L'attestato di rischio indica il numero di sinistri denunciati e la classe di merito con la quale è conteggiato il premio della polizza

Attestato di rischio L’attestato di rischio
L'attestato di rischio è un documento che viene rilasciato dalla Compagnia di Assicurazione del contraente. Esso indica il numero dei sinistri denunciati negli ultimi cinque anni e la classe di merito (CIP detta oggi CU - Conversione Universale) a cui deve essere assoggettato l’assicurato al momento della stipula di una nuova polizza Rc auto Bonus-Malus.
I sinistri indicati nell'attestato di rischio devono essere sia quelli denunciati e pagati dalla Compagnia dell'assicurato, sia quelli posti a riserva ( quelli denunciati, ma non ancora pagati). Ovviamente, se a un sinistro posto a riserva non corrisponderà un pagamento della Compagnia, al contratto successivo l’assicurato dovrà vedersi assegnare la classe di merito alla quale avrebbe avuto diritto e la restituzione della differenza di premio pagata in più.

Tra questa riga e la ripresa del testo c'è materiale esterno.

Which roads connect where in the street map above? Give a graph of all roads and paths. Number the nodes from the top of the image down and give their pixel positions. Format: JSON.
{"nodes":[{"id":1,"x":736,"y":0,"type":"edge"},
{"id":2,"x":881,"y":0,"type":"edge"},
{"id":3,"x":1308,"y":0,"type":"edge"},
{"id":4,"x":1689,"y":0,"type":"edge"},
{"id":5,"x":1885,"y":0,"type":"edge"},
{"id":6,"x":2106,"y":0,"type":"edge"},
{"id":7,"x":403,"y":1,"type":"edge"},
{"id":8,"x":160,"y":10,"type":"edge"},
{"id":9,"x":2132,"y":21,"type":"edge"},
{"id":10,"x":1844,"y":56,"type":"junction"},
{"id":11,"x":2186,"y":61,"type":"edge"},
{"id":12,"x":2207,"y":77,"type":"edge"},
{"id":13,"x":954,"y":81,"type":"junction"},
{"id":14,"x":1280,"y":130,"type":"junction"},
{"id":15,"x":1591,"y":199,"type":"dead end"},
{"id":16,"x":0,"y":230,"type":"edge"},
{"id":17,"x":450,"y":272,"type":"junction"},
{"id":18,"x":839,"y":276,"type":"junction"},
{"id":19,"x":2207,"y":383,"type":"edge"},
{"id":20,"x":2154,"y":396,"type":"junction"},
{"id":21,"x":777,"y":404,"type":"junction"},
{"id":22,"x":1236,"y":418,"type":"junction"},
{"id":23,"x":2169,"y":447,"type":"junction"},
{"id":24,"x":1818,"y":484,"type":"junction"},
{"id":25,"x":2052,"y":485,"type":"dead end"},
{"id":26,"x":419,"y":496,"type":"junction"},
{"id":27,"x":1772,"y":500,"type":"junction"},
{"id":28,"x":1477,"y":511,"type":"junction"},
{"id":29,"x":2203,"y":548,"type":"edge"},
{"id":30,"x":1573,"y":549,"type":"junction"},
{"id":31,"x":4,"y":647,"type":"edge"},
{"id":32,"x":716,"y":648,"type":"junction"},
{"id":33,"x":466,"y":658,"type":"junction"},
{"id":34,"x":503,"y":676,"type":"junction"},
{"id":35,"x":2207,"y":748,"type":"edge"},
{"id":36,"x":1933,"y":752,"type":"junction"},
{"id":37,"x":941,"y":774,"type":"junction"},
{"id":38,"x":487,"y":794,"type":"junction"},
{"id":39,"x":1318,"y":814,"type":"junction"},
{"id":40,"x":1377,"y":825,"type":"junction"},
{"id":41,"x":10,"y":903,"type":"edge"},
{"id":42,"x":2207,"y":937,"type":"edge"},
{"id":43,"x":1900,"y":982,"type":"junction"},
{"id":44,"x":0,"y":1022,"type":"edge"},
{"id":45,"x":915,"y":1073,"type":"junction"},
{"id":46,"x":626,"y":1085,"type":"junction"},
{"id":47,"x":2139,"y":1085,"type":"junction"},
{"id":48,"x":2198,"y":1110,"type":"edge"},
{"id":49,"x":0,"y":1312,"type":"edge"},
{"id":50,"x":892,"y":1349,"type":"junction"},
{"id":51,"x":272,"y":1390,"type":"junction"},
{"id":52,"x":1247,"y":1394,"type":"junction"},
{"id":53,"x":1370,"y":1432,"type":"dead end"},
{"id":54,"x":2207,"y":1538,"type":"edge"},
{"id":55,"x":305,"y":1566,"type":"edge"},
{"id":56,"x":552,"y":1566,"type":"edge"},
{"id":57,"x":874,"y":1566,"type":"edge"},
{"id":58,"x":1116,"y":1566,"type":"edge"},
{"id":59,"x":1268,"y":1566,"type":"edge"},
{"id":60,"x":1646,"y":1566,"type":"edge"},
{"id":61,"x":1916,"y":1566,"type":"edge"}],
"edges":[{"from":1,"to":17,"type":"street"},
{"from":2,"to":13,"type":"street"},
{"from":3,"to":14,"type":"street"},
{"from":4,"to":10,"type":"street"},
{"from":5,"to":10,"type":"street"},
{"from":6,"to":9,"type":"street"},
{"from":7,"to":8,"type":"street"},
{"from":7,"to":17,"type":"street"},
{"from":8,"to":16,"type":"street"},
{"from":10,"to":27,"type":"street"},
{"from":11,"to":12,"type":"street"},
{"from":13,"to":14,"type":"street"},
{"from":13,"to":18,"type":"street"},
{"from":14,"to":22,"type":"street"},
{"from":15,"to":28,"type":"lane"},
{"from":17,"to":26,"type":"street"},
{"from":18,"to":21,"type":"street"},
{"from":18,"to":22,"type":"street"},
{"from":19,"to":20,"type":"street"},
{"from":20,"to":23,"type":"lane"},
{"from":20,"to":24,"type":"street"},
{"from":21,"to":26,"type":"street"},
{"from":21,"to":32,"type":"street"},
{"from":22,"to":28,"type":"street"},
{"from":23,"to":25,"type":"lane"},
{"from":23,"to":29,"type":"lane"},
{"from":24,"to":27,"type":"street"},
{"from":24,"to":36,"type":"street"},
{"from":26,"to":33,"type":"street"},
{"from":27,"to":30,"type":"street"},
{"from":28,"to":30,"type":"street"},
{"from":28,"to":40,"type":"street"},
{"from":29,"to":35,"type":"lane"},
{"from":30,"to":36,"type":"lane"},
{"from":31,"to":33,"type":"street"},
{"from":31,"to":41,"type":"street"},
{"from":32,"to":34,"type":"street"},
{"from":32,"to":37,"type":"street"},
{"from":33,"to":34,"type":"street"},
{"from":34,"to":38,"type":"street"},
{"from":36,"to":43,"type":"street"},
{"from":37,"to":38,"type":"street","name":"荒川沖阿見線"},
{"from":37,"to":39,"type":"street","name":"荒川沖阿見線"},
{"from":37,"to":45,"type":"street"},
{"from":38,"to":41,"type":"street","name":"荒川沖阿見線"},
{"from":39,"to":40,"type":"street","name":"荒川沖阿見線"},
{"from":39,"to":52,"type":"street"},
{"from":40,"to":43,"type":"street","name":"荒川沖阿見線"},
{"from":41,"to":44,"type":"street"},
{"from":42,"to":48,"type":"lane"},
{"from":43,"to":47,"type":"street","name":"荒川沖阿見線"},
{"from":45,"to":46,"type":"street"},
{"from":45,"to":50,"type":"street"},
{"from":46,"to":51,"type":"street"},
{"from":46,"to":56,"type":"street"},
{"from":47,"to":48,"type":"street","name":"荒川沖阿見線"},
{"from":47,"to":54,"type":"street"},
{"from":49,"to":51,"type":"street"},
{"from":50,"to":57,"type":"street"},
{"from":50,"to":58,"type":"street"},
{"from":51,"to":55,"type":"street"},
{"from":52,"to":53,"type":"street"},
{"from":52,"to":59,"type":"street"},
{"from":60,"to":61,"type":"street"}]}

Attestato di rischio by Miolink.com Per quanto tempo vale l’attestato di rischio?
L’attestato di rischio ha una validità temporale di 3 mesi e dunque l’assicurato, per usufruire della classe di merito maturata, dovrà stipulare un nuova polizza entro tale termine. Tuttavia l’articolo 5, comma 1 bis, della legge n. 40/2007 ha modificato l’articolo 134, comma 3, del Codice delle Assicurazioni disponendo che l'attestato di rischio può essere valido per 5 anni, a condizione che l'assicurato dichiari di non aver circolato nel periodo successivo alla scadenza del precedente contratto. Trascorsi dunque cinque anni, senza che l'assicurato abbia provveduto a stipulare altra polizza Rc Auto Bonus-Malus, l'assicurato verrà trattato come un assicurato "novizio" e dunque si vedrà assegnare la classe d'ingresso.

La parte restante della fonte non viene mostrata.